Filter the entries down to the lines holding "Flower", then copy those lines.

***** Data supplied *****

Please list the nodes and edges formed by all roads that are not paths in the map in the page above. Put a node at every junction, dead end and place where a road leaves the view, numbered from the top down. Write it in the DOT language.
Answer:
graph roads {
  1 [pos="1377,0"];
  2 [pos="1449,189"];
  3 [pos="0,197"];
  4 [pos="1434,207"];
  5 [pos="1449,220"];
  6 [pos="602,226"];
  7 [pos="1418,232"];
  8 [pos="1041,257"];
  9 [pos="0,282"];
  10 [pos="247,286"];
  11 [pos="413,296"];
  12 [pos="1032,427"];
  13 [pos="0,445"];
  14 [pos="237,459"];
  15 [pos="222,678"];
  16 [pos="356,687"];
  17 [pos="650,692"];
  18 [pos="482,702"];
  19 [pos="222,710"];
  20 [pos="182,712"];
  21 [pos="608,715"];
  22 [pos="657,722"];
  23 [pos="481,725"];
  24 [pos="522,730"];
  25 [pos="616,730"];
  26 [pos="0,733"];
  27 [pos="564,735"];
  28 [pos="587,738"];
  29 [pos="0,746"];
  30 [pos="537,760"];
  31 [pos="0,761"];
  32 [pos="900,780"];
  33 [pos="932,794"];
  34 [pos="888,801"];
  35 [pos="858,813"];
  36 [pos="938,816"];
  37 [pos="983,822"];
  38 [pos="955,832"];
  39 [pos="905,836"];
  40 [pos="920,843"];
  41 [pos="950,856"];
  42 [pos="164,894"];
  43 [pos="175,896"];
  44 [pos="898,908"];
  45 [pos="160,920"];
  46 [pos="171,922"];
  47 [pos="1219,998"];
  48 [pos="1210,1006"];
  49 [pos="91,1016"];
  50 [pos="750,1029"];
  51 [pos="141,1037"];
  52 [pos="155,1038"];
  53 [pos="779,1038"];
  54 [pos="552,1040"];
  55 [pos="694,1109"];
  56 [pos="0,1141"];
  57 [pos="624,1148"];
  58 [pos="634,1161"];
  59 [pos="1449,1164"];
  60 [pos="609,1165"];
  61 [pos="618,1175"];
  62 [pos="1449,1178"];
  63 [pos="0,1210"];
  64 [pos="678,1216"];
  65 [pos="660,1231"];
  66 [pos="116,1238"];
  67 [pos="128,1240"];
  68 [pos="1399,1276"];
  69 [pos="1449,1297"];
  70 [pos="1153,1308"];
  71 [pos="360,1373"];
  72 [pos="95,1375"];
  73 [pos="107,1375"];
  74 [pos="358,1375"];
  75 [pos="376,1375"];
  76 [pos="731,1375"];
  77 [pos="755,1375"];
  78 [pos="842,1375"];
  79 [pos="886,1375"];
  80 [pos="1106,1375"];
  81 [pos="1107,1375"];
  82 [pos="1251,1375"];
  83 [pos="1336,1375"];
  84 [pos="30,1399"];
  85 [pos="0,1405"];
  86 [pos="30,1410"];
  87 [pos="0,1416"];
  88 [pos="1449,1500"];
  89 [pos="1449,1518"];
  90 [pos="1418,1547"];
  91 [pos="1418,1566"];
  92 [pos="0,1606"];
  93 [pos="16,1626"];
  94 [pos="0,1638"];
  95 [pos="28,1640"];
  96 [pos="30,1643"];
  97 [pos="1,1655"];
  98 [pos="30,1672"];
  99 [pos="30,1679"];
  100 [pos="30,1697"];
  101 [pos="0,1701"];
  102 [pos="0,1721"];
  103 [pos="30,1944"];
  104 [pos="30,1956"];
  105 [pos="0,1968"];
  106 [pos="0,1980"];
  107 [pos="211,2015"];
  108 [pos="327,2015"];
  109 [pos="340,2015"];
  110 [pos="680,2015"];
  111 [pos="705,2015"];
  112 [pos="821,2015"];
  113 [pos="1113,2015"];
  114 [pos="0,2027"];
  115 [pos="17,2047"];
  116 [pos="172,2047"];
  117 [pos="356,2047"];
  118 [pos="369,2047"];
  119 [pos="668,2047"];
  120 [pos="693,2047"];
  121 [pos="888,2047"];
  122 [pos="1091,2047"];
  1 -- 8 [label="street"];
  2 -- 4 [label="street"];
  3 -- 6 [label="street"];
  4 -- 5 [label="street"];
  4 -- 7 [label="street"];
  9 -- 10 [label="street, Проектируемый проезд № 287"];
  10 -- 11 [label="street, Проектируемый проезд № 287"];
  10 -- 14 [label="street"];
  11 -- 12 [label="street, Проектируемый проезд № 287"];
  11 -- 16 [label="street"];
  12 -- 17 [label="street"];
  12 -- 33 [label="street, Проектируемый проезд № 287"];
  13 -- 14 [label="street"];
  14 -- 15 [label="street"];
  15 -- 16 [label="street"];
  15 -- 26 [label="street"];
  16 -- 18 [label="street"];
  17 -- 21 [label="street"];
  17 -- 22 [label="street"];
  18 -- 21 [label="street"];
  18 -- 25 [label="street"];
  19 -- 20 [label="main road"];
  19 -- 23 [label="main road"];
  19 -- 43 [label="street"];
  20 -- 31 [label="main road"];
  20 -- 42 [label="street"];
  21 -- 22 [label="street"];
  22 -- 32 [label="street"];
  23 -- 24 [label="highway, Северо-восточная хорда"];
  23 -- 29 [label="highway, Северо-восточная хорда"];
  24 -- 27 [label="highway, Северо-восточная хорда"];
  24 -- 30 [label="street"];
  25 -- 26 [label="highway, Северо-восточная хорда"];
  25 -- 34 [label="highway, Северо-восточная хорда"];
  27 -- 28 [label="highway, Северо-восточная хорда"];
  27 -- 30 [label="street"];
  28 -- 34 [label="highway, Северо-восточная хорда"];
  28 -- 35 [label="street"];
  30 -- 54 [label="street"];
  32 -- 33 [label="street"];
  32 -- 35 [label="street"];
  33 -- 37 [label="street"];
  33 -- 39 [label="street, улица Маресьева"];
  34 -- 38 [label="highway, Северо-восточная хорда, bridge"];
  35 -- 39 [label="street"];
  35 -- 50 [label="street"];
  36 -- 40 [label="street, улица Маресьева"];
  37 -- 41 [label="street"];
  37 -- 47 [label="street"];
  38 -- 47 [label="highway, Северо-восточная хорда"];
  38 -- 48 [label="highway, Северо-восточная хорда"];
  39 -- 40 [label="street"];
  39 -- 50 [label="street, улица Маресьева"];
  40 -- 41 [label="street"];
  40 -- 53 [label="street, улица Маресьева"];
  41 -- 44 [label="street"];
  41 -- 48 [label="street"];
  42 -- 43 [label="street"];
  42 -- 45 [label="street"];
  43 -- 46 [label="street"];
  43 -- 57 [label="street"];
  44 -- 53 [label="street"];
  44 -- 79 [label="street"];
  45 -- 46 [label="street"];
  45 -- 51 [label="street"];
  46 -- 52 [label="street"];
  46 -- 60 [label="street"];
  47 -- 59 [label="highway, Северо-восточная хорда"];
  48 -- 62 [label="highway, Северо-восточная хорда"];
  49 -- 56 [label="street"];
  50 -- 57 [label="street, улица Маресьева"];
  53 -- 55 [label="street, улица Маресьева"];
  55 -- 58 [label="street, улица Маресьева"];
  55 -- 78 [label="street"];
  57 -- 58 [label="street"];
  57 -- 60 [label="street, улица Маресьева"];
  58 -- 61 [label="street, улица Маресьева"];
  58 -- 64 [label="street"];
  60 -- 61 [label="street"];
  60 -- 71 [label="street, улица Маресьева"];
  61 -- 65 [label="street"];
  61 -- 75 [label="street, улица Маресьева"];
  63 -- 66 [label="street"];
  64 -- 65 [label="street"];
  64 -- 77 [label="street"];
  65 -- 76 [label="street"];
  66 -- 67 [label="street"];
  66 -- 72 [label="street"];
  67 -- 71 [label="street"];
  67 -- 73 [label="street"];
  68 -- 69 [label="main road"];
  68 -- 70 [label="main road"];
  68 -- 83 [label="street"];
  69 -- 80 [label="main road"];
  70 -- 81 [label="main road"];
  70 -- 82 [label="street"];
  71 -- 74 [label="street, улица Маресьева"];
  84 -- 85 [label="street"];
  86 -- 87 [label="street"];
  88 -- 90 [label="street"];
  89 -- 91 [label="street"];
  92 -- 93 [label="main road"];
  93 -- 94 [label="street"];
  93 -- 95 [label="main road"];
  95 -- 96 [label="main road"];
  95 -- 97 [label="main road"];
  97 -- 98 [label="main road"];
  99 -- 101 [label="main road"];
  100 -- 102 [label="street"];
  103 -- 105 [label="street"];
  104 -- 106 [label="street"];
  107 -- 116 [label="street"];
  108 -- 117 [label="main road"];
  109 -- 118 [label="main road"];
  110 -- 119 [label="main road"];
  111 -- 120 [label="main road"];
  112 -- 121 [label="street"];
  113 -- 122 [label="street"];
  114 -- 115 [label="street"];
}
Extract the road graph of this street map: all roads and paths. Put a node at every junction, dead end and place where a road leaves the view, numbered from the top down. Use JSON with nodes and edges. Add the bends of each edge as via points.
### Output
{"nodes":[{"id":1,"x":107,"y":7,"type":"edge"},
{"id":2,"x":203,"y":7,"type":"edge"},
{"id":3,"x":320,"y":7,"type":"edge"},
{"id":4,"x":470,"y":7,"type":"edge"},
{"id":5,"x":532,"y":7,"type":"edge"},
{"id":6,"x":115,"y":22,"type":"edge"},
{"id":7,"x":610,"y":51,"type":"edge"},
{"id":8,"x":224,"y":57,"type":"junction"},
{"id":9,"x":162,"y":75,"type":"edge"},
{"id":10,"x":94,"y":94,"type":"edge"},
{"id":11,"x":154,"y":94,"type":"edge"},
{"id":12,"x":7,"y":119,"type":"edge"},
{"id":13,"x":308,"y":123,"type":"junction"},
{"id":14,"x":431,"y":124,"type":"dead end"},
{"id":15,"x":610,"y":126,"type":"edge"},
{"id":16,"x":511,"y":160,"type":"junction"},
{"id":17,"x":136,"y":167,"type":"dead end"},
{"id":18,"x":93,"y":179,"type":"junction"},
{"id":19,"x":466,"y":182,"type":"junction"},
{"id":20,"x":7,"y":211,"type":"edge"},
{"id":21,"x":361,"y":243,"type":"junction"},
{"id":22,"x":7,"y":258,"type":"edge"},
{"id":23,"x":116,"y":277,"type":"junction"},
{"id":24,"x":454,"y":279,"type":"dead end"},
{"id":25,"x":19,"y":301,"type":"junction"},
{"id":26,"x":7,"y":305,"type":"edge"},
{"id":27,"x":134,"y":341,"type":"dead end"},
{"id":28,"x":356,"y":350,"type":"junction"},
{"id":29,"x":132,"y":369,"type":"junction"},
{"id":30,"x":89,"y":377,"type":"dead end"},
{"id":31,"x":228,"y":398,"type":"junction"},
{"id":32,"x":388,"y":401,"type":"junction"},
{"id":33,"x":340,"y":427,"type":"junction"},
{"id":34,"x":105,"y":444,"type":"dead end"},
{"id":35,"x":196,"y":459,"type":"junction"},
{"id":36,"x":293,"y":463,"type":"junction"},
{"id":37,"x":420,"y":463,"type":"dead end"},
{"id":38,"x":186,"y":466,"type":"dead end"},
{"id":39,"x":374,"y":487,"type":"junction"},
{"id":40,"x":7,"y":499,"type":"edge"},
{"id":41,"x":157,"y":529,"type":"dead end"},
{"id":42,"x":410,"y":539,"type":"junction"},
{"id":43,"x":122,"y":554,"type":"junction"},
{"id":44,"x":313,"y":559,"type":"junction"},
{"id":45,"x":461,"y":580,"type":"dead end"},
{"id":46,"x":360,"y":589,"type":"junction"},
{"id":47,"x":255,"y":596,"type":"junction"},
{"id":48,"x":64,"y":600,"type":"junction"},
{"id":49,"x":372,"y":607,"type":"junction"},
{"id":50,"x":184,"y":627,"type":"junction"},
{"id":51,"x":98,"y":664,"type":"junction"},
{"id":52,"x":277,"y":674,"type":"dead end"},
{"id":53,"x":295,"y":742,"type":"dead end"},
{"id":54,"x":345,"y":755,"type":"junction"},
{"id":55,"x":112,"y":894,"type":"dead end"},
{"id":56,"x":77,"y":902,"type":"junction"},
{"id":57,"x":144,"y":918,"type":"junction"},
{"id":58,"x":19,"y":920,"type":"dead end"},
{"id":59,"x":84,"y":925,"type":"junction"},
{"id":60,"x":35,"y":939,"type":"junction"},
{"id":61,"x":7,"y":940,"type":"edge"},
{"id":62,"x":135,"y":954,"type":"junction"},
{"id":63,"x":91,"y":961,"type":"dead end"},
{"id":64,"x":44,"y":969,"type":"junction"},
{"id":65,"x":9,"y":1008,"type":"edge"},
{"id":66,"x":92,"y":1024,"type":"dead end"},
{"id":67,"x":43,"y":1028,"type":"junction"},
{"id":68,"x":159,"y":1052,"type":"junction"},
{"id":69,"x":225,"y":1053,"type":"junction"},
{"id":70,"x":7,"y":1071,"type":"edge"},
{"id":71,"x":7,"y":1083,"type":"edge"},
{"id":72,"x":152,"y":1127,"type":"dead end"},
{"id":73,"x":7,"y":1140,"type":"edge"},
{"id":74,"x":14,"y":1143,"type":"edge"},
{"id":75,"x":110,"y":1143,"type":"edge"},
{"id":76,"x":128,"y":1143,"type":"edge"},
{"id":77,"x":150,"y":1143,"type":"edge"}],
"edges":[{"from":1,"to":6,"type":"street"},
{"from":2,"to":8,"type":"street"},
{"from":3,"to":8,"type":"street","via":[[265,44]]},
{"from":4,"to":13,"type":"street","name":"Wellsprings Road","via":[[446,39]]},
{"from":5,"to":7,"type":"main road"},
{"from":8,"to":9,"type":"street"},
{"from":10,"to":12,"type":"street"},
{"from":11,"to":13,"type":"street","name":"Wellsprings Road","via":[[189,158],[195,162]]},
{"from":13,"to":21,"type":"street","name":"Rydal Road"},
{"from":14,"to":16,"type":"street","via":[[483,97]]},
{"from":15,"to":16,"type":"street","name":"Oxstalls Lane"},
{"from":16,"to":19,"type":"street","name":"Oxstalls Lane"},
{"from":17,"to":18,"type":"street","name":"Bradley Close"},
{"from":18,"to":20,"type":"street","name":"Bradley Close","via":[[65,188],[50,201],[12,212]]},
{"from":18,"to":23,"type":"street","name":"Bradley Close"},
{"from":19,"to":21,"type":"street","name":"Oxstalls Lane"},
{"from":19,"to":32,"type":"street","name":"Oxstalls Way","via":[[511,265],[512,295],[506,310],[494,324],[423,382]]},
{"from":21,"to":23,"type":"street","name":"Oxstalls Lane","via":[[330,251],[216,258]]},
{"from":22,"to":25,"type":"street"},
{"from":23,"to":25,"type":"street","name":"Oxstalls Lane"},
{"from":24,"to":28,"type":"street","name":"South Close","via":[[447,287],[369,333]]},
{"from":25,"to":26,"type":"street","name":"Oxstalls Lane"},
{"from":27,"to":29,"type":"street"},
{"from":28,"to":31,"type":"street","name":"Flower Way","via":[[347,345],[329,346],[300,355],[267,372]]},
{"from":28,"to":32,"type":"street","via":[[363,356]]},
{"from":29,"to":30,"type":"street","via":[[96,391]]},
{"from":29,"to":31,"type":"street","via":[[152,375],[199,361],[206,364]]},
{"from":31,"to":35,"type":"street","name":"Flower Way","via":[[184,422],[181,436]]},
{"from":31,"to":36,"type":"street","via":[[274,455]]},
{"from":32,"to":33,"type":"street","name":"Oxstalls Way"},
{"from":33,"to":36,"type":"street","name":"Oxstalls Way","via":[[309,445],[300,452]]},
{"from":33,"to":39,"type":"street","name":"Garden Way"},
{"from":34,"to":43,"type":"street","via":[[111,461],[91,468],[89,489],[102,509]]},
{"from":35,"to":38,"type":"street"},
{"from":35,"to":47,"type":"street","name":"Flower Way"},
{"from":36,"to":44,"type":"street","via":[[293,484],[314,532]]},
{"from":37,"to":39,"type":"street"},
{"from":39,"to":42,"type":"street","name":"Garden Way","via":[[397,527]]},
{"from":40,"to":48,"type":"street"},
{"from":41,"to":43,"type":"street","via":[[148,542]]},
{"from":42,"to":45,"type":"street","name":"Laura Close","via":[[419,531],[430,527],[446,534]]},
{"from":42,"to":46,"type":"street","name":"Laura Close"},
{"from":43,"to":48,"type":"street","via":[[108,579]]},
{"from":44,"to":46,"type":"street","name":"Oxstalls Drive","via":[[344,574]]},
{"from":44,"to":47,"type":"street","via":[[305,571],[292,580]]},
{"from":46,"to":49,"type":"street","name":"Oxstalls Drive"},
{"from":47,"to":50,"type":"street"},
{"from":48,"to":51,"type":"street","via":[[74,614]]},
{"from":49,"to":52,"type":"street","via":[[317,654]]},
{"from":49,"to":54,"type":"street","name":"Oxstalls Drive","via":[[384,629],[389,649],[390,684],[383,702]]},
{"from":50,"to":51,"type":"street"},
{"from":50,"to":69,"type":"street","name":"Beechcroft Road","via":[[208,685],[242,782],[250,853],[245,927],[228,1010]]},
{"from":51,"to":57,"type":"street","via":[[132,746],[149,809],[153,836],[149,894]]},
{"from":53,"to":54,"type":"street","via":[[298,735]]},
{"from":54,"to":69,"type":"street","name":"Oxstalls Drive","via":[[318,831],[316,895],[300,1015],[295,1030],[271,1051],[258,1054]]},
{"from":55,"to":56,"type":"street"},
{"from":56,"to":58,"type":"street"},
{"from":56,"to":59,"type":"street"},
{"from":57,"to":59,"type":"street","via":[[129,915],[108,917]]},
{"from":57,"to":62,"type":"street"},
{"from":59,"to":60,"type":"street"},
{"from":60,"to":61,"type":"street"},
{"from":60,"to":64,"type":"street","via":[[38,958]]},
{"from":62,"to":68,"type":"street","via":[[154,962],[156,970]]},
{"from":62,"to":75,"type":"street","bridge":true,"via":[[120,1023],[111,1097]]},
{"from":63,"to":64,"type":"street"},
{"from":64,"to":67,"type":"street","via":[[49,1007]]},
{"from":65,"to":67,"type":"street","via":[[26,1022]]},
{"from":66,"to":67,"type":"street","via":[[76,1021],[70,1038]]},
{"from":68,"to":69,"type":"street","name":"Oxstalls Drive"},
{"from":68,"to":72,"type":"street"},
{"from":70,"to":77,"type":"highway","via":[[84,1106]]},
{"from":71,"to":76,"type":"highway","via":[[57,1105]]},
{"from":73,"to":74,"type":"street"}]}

*****

**Result for this exercise**
{"from":28,"to":31,"type":"street","name":"Flower Way","via":[[347,345],[329,346],[300,355],[267,372]]},
{"from":31,"to":35,"type":"street","name":"Flower Way","via":[[184,422],[181,436]]},
{"from":35,"to":47,"type":"street","name":"Flower Way"},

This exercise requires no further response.